GIVEN RECORDS ->
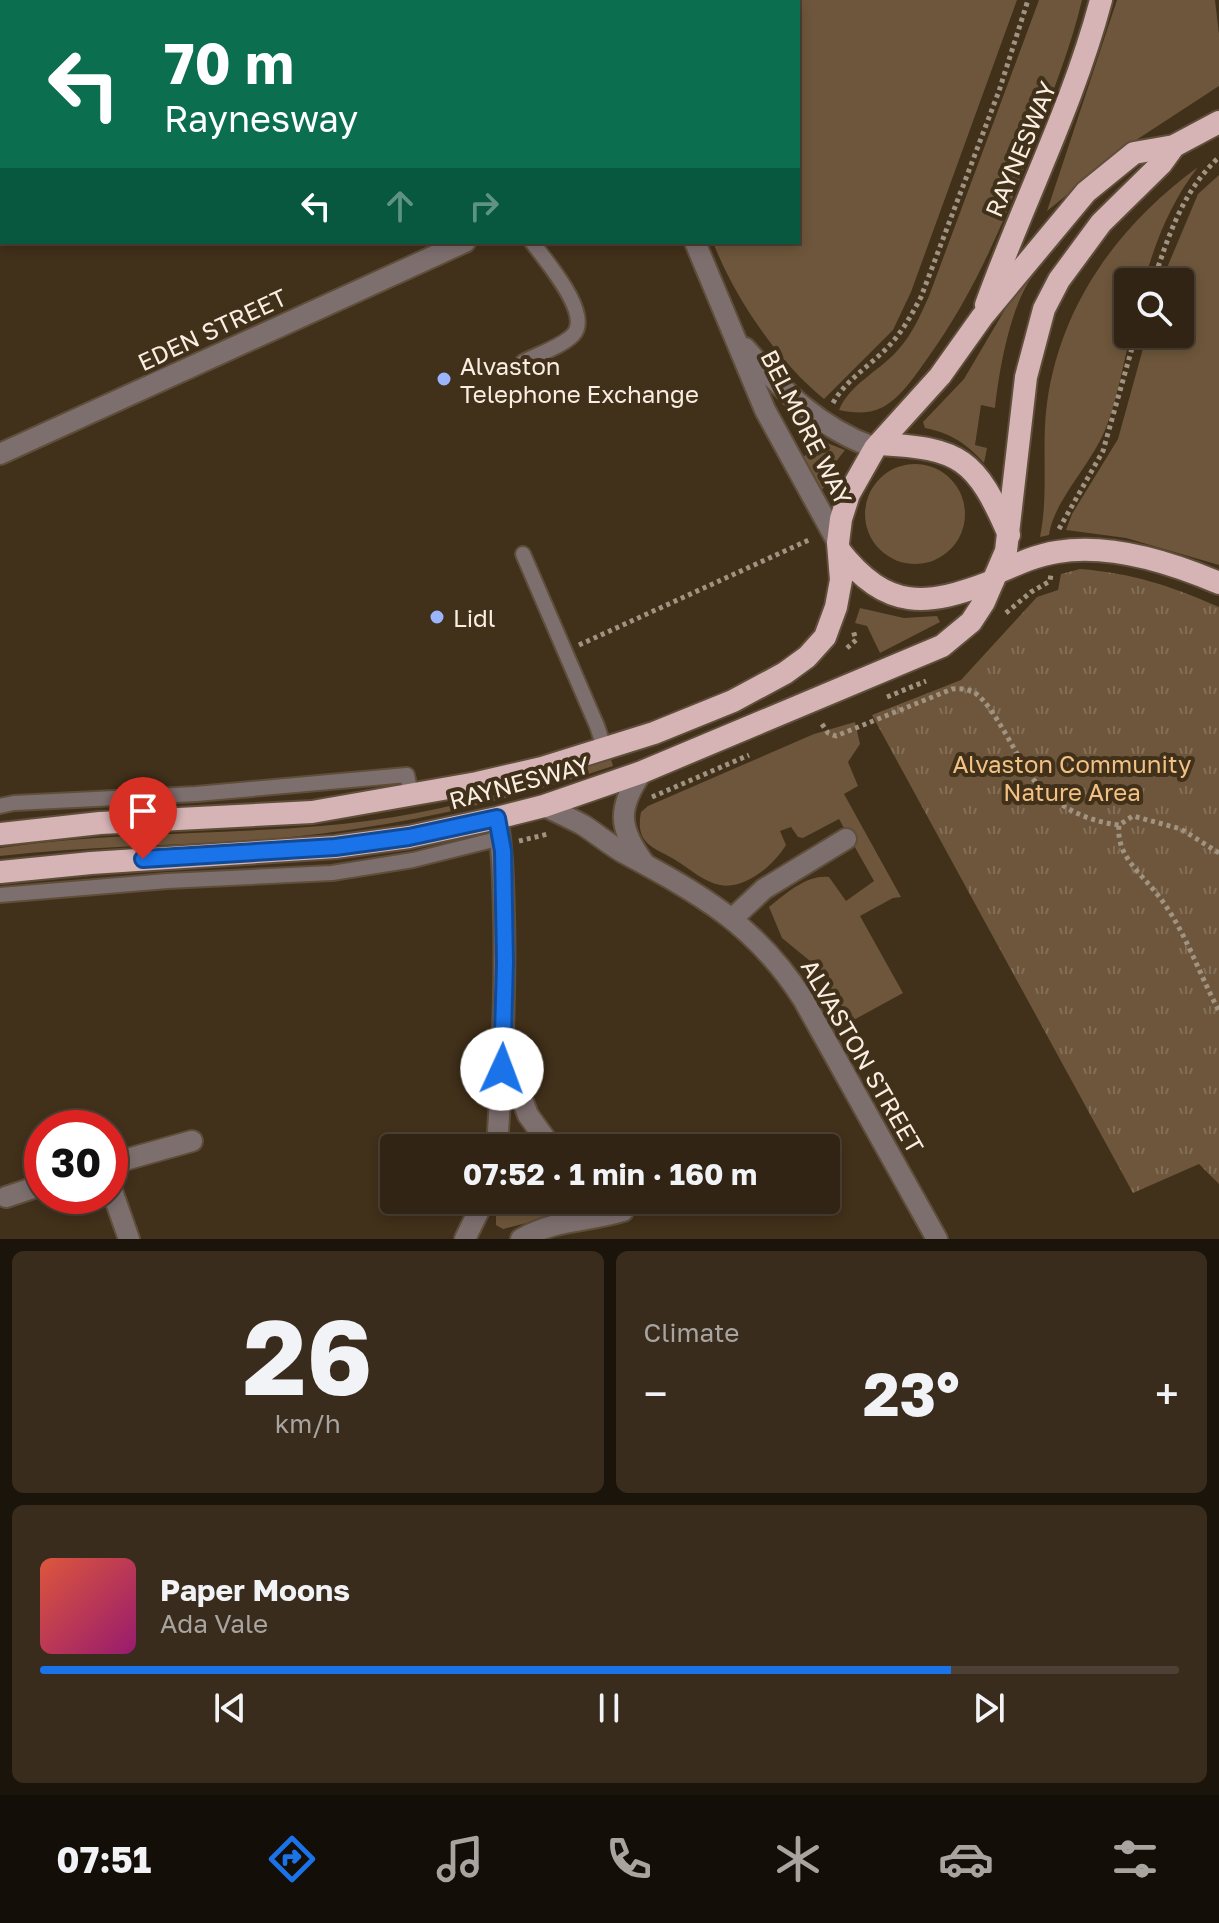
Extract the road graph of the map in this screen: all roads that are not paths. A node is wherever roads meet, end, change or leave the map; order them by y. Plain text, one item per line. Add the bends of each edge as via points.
1 (1101, 0) edge
2 (1219, 122) edge
3 (1174, 146) junction
4 (533, 244) edge
5 (696, 244) edge
6 (443, 247) edge
7 (982, 317) junction
8 (732, 333) junction
9 (523, 362) dead end
10 (877, 446) junction
11 (0, 454) edge
12 (1010, 537) junction
13 (839, 547) junction
14 (523, 554) dead end
15 (996, 576) junction
16 (1219, 583) edge
17 (605, 750) junction
18 (642, 772) junction
19 (411, 794) junction
20 (0, 806) edge
21 (544, 806) junction
22 (500, 833) junction
23 (0, 834) edge
24 (846, 839) dead end
25 (644, 863) junction
26 (0, 872) edge
27 (0, 895) edge
28 (733, 918) junction
29 (504, 1050) junction
30 (498, 1134) edge
31 (542, 1134) edge
32 (192, 1141) dead end
33 (128, 1159) edge
34 (24, 1191) edge
35 (6, 1197) dead end
36 (120, 1214) edge
37 (479, 1214) edge
38 (605, 1214) edge
39 (129, 1239) edge
40 (465, 1239) edge
41 (521, 1239) edge
42 (937, 1239) edge

1 - 7 highway, RAYNESWAY via 1073,90
2 - 3 highway, RAYNESWAY
3 - 7 highway, RAYNESWAY via 1134,153 1096,182
3 - 12 highway, RAYNESWAY via 1101,223 1044,309 1026,377
4 - 9 lane via 574,303 579,322 574,334
5 - 8 street, BELMORE WAY
6 - 11 street, EDEN STREET
7 - 10 highway, RAYNESWAY via 940,376
8 - 10 street, BELMORE WAY via 784,392 859,442
8 - 13 street, BELMORE WAY via 765,410
10 - 12 highway via 945,451 961,461 994,501
10 - 13 highway via 849,494
12 - 15 highway
13 - 15 highway via 872,585 917,601 955,595
13 - 17 highway, RAYNESWAY via 841,580 833,614 825,637 807,657 733,701
14 - 17 lane
15 - 16 highway via 1054,552 1088,549 1118,552
15 - 18 highway, RAYNESWAY via 971,622 942,646
17 - 19 highway, RAYNESWAY
18 - 21 highway, RAYNESWAY
18 - 25 street via 623,810 627,837
19 - 20 lane, RAYNESWAY via 407,775
19 - 23 highway, RAYNESWAY via 312,812
21 - 22 highway, RAYNESWAY
21 - 25 street, ALVASTON STREET
22 - 26 highway, RAYNESWAY
22 - 27 lane, RAYNESWAY via 413,860 332,873
22 - 29 street
24 - 28 street via 764,889
25 - 28 street, ALVASTON STREET
28 - 42 street, ALVASTON STREET via 782,967 803,999
29 - 30 street
29 - 31 street via 528,1115
32 - 33 street
34 - 35 street
36 - 39 street
37 - 40 street
38 - 41 street via 569,1220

REQUIREMENT ->
Report how many lines in the listing above contain the string "lane", giving the number alone.

SOLUTION TO THIS PROBLEM ->
4